Y más aún: que toda esta gallera está contribuyendo de una manera eficacísima a desacreditar a las feministas, por un lado, y a los grupos LGTB por el otro. Que los turcos están ahí, a las puertas; que hay una espeluznante corriente de opinión que directamente combate y desprecia el feminismo –uno de los grandes avances de la humanidad en los últimos cien años– y que, cada vez con mayor insolencia, hay grupos organizados que niegan la violencia machista. Y que lo mismo pasa con gays y lesbianas: la milonga del “lobby gay”, invención –bien lo sé yo– de la extrema derecha con la inestimable colaboración del clero más cavernícola, no hace más que crecer y prosperar con esta refriega entre quienes siempre fueron y siempre deberían ser aliados, puesto que se trata de dos grupos –las mujeres y los homosexuales– que históricamente han sido despreciados, reprimidos y hasta perseguidos por el mero hecho de ser lo que son.

Los críos de dieciocho o veinte años, ahora mismo, no son feministas.
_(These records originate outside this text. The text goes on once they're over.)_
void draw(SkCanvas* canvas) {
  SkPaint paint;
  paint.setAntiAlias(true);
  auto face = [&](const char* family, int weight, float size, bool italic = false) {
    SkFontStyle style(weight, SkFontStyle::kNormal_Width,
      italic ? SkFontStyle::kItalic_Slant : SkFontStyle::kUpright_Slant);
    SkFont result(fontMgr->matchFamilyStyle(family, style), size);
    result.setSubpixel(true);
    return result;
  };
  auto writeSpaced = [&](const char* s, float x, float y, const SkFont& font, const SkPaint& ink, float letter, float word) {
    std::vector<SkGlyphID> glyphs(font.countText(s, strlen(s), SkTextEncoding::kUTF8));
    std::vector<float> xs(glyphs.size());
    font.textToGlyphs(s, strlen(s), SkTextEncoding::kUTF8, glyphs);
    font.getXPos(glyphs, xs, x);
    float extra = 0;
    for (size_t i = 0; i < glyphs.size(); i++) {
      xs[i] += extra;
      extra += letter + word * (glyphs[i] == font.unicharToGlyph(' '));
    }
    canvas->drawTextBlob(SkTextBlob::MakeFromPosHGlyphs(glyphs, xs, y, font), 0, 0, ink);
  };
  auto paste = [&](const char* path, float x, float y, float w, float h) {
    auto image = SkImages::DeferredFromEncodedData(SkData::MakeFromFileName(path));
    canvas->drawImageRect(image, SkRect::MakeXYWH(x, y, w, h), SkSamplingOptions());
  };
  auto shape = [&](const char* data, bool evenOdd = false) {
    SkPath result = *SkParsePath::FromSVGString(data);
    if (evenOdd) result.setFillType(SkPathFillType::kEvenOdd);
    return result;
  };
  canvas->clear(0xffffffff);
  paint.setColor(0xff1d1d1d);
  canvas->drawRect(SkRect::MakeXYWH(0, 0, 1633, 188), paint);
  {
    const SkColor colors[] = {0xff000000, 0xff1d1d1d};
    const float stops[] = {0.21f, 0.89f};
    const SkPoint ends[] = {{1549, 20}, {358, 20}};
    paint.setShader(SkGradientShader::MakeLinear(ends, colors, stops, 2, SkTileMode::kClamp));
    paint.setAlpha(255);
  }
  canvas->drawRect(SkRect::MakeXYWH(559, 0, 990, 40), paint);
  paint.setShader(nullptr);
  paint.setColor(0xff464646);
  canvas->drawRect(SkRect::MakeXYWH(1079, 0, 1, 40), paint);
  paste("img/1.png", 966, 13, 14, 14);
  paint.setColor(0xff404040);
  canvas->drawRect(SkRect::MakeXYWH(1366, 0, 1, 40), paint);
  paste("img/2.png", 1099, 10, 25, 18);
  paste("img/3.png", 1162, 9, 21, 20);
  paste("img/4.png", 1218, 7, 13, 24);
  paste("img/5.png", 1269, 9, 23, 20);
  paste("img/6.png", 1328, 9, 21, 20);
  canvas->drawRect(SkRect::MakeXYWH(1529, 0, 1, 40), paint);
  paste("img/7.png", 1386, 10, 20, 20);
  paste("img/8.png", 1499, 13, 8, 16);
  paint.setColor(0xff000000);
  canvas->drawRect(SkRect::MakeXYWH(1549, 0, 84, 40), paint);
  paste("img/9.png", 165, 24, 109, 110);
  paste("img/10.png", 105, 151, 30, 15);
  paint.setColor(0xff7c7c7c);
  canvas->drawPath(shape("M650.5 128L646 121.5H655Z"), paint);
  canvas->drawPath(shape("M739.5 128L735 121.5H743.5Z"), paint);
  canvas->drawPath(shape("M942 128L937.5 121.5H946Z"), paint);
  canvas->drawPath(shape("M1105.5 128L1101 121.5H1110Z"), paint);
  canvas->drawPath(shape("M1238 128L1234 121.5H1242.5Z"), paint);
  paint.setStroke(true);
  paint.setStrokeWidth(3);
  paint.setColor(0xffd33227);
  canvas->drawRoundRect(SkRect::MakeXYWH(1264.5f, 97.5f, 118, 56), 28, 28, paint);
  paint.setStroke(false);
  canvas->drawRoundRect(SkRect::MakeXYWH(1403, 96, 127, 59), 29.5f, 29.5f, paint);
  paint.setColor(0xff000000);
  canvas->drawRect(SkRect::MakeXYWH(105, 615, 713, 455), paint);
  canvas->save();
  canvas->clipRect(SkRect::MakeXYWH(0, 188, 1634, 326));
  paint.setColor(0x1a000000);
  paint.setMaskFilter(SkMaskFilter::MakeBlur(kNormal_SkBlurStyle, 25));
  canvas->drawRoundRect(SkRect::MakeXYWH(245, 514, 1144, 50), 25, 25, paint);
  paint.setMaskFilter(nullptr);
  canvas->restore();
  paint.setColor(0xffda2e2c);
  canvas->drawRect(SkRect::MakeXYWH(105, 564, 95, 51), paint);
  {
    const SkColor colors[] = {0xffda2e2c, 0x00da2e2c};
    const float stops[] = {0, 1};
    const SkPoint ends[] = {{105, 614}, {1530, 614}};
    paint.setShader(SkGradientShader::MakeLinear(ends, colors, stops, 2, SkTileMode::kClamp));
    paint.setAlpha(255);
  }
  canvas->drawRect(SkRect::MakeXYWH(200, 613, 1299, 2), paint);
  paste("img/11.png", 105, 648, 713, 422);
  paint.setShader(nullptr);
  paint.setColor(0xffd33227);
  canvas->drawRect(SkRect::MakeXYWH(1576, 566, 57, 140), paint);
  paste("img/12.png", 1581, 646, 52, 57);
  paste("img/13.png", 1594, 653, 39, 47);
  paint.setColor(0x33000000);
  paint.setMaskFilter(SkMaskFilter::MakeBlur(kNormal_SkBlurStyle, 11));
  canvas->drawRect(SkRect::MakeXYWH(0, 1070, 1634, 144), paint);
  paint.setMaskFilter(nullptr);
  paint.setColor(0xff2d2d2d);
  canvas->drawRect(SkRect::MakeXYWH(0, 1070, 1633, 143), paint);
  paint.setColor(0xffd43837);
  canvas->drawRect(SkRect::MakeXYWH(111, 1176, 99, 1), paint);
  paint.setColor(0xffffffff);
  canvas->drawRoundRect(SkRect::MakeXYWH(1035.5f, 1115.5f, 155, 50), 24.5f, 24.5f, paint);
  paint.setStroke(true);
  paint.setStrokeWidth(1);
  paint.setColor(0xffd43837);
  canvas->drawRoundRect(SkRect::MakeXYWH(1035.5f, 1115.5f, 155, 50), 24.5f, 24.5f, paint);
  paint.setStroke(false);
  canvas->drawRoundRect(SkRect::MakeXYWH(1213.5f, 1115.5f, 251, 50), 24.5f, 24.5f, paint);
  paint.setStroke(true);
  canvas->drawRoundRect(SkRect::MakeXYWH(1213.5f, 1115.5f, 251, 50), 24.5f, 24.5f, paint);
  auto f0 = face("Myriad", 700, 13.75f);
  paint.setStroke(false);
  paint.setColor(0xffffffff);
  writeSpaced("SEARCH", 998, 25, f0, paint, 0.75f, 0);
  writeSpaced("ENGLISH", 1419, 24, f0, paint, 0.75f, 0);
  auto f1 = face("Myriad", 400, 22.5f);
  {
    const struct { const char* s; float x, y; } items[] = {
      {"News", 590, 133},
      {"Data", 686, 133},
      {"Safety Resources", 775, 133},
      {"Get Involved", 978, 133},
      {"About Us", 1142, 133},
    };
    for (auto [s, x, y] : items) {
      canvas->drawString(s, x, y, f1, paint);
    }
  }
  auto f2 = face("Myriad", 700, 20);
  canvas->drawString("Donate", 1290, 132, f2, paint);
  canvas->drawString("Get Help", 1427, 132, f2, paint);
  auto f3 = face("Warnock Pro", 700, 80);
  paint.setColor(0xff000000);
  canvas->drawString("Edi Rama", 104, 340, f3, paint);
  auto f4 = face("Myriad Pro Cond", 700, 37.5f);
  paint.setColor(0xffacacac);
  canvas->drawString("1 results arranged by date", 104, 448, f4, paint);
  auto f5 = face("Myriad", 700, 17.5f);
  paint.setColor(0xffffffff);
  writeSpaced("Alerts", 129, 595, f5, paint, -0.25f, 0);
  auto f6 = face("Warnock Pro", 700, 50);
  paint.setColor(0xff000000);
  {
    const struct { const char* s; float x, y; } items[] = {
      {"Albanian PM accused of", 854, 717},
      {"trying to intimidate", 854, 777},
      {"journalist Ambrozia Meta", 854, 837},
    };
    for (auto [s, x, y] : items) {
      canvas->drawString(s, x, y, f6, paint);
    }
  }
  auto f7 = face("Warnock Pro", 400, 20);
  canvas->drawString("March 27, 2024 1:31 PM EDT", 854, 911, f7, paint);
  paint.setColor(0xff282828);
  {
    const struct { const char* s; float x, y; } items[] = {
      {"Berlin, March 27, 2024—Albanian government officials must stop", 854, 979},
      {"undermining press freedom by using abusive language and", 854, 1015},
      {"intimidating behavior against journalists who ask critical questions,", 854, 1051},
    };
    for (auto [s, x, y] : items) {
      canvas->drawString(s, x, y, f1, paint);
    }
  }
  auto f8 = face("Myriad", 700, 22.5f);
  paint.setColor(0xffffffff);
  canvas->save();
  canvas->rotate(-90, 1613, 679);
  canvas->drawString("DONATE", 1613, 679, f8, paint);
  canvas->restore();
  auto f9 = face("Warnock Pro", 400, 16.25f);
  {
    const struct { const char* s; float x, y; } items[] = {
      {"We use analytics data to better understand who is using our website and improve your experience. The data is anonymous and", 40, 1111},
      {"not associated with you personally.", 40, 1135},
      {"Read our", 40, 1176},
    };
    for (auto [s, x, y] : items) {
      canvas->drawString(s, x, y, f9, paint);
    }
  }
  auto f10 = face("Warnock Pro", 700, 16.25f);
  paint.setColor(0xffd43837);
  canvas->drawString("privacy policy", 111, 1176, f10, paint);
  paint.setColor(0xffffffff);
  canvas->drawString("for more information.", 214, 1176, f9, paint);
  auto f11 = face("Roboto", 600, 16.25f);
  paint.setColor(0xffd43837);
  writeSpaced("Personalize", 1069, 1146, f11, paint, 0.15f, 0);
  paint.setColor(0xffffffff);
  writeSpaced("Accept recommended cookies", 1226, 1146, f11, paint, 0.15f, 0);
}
No les hace falta. Tienen perfectamente asumidos e interiorizados los valores igualitarios del feminismo, viven con ellos, son algo natural y cotidiano

Asómense los y las contendientes a la universidad, por ejemplo. Más que a los periódicos. Pero no a la tarima del profesor sino al bar o a las clases o a las pandillas de amigos. A lo mejor se sorprenden. Porque los críos de dieciocho o veinte años, ahora mismo, no son feministas. No les hace falta. Tienen perfectamente asumidos e interiorizados los valores igualitarios del feminismo, viven con ellos, son algo natural y cotidiano; no necesitan para nada las sesudas, ásperas y muchas veces tediosas homilías que nos atizan a todos, día sí y día no, ilustres y severass teóricas del asunto desde los periódicos “progresistas”. Y con la sexualidad pasa lo mismo. Una sorprendente cantidad de chavales jóvenes (ellos y ellas) han probado lo uno y han probado lo otro, con toda naturalidad, o no tendrían ningún problema en probarlo si a mano viene, y a renglón seguido han tomado su decisión, o han obedecido a su naturaleza, y hala, a vivir. Y no tienen ningún problema de conciencia con ello, ni lo toman como un drama, ni les quita el sueño.
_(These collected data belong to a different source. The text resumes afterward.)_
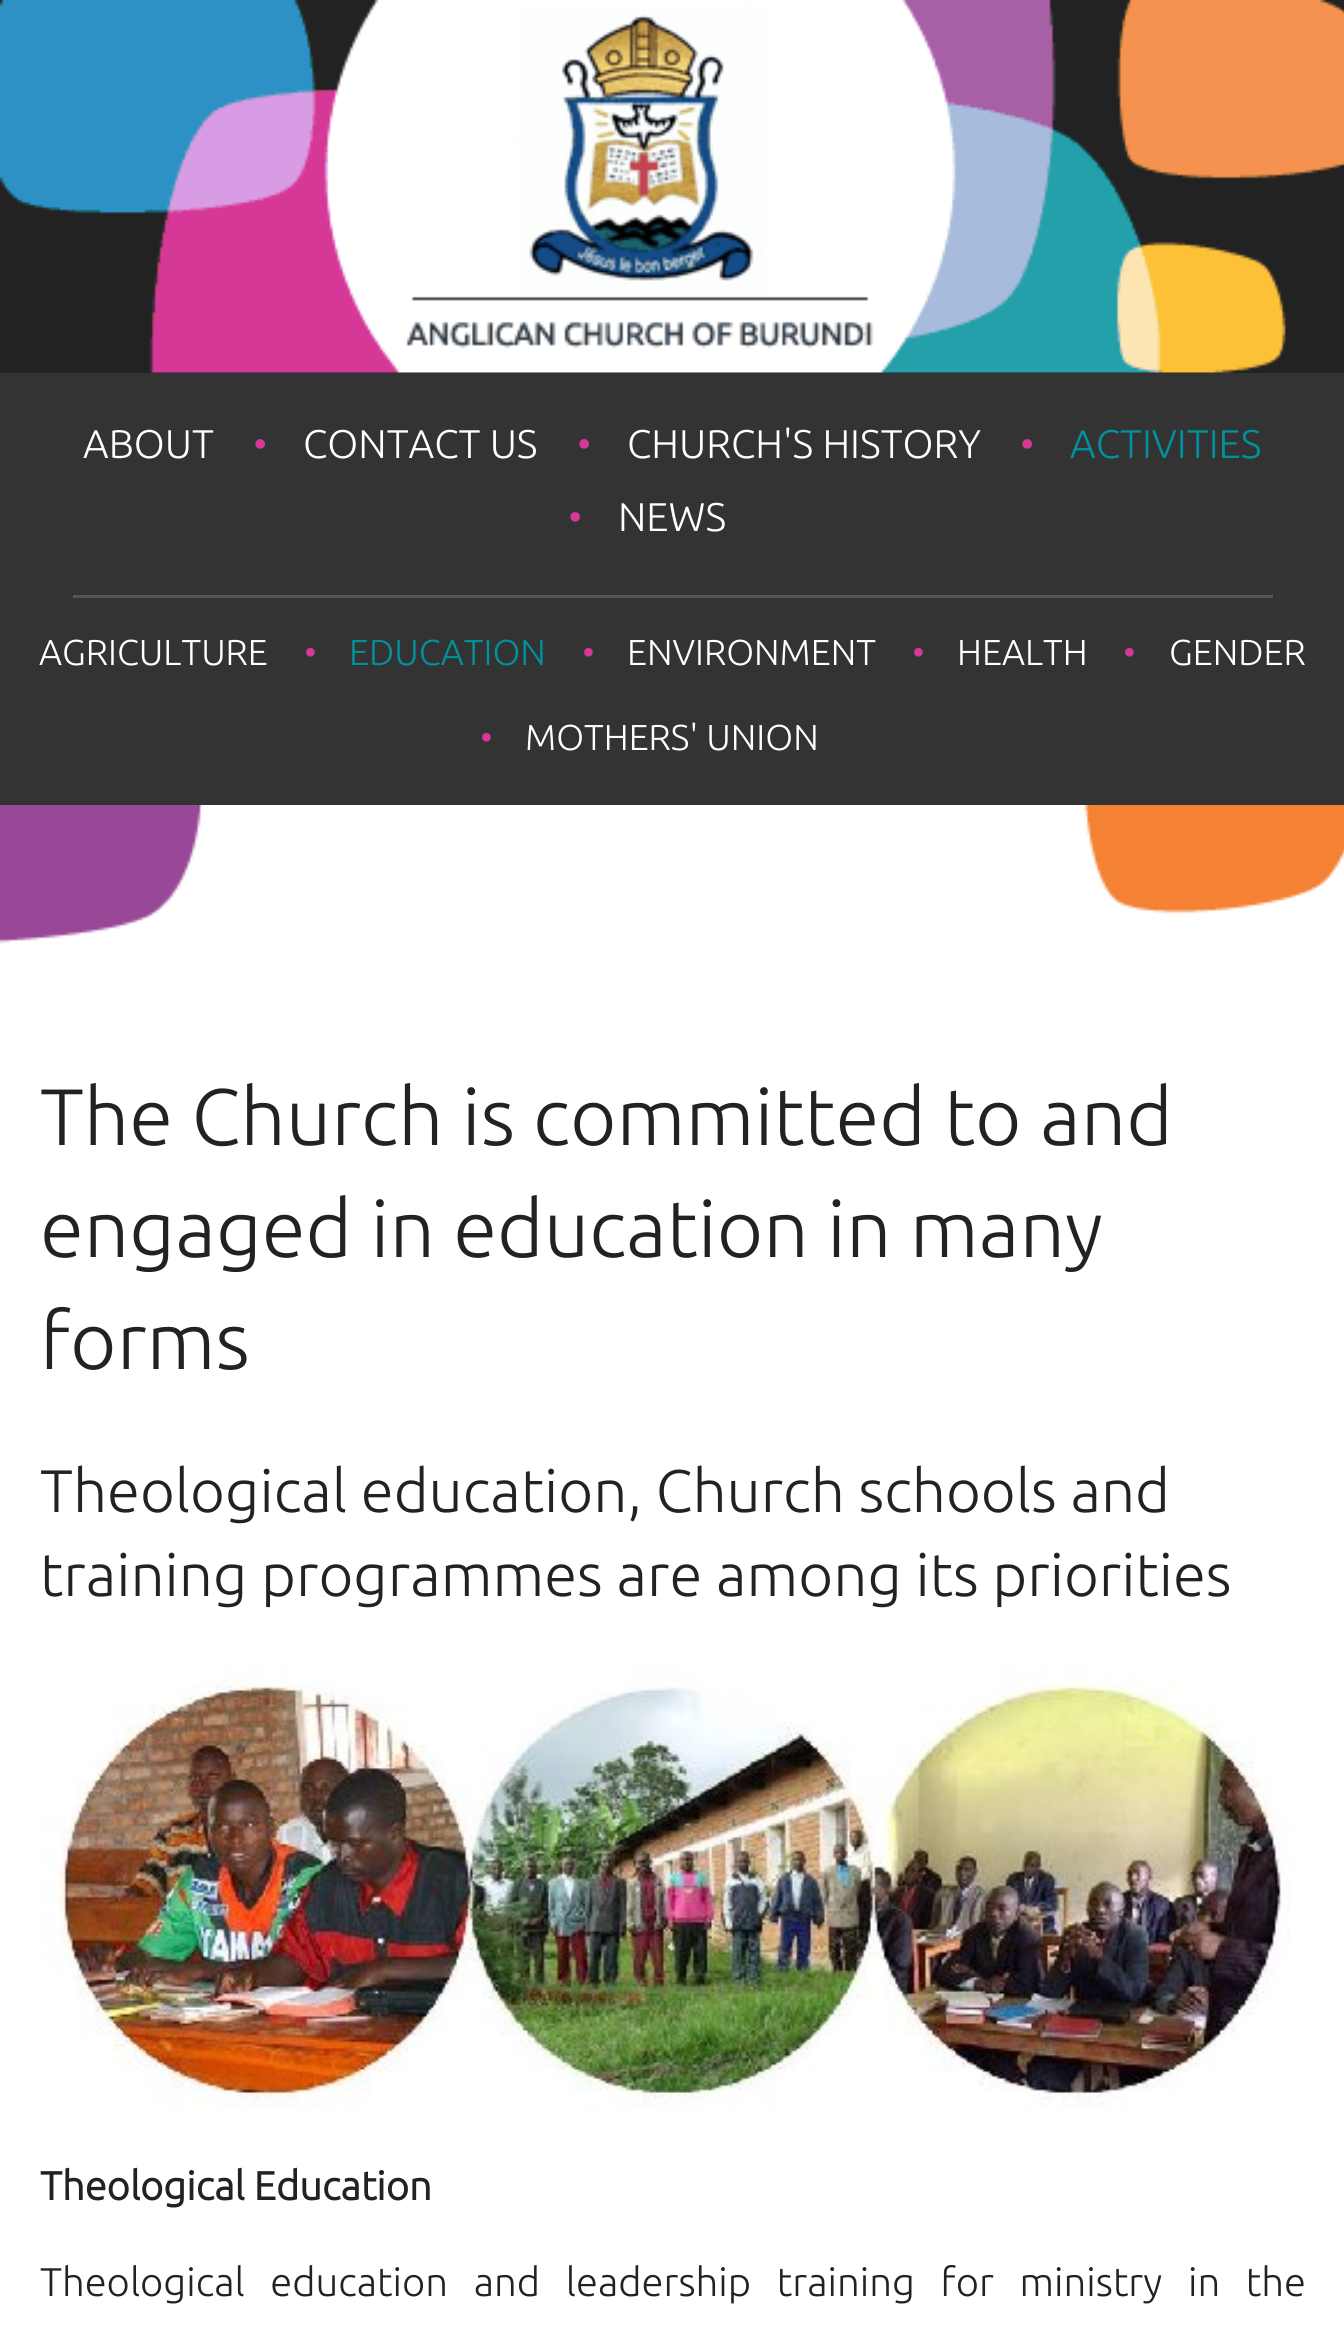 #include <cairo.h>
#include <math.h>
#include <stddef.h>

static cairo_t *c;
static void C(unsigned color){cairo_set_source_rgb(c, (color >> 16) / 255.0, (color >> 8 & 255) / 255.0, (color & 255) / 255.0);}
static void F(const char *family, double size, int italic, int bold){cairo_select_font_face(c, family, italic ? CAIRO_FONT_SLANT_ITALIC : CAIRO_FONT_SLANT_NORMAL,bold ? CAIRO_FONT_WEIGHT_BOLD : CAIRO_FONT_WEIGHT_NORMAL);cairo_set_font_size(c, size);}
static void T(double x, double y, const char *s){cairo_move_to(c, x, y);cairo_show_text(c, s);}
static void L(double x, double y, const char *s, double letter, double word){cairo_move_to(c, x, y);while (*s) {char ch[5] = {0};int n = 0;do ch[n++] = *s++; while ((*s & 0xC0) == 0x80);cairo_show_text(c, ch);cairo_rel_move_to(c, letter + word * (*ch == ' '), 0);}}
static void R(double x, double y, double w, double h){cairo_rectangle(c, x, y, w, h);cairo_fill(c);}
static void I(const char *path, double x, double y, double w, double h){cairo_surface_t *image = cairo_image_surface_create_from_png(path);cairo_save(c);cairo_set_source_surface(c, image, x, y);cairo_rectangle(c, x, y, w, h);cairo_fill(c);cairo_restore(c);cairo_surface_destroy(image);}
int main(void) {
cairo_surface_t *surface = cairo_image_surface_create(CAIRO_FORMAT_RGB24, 1344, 2342);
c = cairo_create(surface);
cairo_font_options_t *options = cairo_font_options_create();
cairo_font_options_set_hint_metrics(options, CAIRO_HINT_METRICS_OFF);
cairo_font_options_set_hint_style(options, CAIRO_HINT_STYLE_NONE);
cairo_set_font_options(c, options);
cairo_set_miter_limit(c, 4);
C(0xffffff);
cairo_paint(c);
C(0x222222);
R(0,372,1344,1);
I("1.png",0,0,1344,373);
C(0x333333);
R(0,373,1344,432);
F("Ubuntu Light",40,0,0);
C(0xffffff);
T(83,458,"ABOUT");
C(0xd63897);
T(253,458,"•");
C(0xffffff);
T(303,458,"CONTACT US");
C(0xd63897);
T(577,458,"•");
C(0xffffff);
T(627,458,"CHURCH'S HISTORY");
C(0xd63897);
T(1020,458,"•");
C(0x01919c);
T(1070,458,"ACTIVITIES");
C(0xd63897);
T(568,531,"•");
C(0xffffff);
T(618,531,"NEWS");
C(0x555555);
R(73,595,1200,3);
F("Ubuntu Light",36,0,0);
C(0xffffff);
T(39,665,"AGRICULTURE");
C(0xd63897);
T(304,665,"•");
C(0x01919c);
T(349,665,"EDUCATION");
C(0xd63897);
T(582,665,"•");
C(0xffffff);
T(627,665,"ENVIRONMENT");
C(0xd63897);
T(912,665,"•");
C(0xffffff);
T(957,665,"HEALTH");
C(0xd63897);
T(1123,665,"•");
C(0xffffff);
T(1169,665,"GENDER");
C(0xd63897);
T(480,750,"•");
C(0xffffff);
T(525,750,"MOTHERS' UNION");
I("2.png",0,805,1344,139);
F("Ubuntu Light",80,0,0);
C(0x222222);
T(40,1145,"The Church is committed to and");
T(40,1257,"engaged in education in many");
T(40,1369,"forms");
F("Ubuntu Light",60,0,0);
T(40,1512,"Theological education, Church schools and");
T(40,1596,"training programmes are among its priorities");
I("3.png",40,1667,1251,442);
F("Ubuntu",40,0,1);
T(40,2200,"Theological Education");
F("Ubuntu Light",40,0,0);
L(40,2296,"Theological education and leadership training for ministry in the",0,16.5);
cairo_surface_write_to_png(surface, "o.png");
cairo_font_options_destroy(options);
cairo_destroy(c);
cairo_surface_destroy(surface);
return 0;
}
Hablo de algunos, desde luego; a los españoles nos falta mucho para que esto sea Holanda o Dinamarca, donde estos “problemas” casi han dejado de serlo desde hace un par de generaciones, o más. Ya quisiéramos. Pero aquello que para los de mi juventud fue un drama terrible, para un alto y creciente número de veinteañeros de este país ya no es ni siquiera motivo de discusión. Vayan y véanlo.
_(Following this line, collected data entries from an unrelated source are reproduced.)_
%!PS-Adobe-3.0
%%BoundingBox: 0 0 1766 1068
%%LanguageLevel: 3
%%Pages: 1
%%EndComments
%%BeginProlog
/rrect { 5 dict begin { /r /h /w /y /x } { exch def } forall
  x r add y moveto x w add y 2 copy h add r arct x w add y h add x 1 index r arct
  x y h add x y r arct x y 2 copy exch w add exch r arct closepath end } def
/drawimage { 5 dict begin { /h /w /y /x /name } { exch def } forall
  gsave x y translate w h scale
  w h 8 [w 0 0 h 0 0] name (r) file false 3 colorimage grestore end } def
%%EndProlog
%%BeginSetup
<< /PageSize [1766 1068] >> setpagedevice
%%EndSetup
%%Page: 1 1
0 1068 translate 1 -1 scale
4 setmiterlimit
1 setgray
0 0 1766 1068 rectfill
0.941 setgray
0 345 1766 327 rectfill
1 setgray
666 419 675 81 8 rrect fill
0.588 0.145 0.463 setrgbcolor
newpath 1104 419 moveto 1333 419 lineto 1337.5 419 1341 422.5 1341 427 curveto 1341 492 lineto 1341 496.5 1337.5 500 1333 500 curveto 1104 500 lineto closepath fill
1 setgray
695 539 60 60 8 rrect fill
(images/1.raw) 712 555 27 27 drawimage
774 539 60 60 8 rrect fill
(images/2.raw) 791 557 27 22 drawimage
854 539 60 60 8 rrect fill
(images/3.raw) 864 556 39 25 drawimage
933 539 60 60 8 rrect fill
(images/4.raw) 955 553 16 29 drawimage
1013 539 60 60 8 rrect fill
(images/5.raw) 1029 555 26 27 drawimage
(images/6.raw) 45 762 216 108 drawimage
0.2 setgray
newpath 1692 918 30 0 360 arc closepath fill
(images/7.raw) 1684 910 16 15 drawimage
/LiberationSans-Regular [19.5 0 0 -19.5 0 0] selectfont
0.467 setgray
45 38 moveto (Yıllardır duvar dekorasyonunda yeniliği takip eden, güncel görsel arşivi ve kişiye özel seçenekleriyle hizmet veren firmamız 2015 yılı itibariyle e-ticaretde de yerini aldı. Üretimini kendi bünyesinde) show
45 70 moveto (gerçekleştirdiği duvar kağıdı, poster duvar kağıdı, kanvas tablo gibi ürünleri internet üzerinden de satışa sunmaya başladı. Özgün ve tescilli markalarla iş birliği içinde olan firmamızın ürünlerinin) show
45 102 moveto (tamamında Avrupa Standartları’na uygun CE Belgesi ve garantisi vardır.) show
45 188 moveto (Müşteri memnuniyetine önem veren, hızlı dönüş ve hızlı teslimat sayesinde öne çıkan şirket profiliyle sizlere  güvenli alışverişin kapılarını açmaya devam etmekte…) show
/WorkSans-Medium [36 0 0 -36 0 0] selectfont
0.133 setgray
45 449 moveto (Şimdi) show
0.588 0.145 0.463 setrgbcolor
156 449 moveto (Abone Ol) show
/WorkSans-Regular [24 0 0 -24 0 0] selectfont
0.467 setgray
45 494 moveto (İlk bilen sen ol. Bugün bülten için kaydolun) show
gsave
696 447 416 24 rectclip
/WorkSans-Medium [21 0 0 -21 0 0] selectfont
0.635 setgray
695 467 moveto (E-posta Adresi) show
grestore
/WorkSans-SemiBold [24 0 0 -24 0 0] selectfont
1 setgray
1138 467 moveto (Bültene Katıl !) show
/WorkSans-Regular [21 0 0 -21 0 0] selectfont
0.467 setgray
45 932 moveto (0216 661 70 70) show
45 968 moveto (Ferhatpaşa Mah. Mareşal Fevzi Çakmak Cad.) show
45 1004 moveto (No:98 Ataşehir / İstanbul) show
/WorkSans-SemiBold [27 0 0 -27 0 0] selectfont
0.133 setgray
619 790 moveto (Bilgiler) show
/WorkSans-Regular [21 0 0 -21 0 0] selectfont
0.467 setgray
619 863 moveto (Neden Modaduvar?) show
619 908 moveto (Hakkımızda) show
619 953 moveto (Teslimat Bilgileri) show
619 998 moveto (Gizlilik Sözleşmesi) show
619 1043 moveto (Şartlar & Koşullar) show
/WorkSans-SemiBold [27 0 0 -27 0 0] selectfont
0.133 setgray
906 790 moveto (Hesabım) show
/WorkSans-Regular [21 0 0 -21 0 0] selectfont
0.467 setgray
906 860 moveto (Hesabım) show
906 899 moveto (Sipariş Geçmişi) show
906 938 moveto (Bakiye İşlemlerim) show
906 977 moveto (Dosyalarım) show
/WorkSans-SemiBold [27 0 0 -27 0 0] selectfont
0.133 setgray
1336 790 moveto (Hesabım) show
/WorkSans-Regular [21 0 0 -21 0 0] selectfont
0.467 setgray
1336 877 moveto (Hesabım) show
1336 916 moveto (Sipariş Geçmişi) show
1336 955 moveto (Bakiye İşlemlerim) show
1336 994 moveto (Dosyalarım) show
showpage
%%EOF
A estos chicos, mucho más sanos y desprejuiciados que los de tiempos anteriores, con esta interminable pelotera de feministas y LGTBI de un lado y de otro, a propósito de los “trans”, les pasa lo mismo que quizá me pasa a mí: que les parece, cada vez más, una pugna de poder. Y poco más. Y no entienden cuál es exactamente la discusión. Ni por qué esa gente tan ceñuda se pone así, caramba.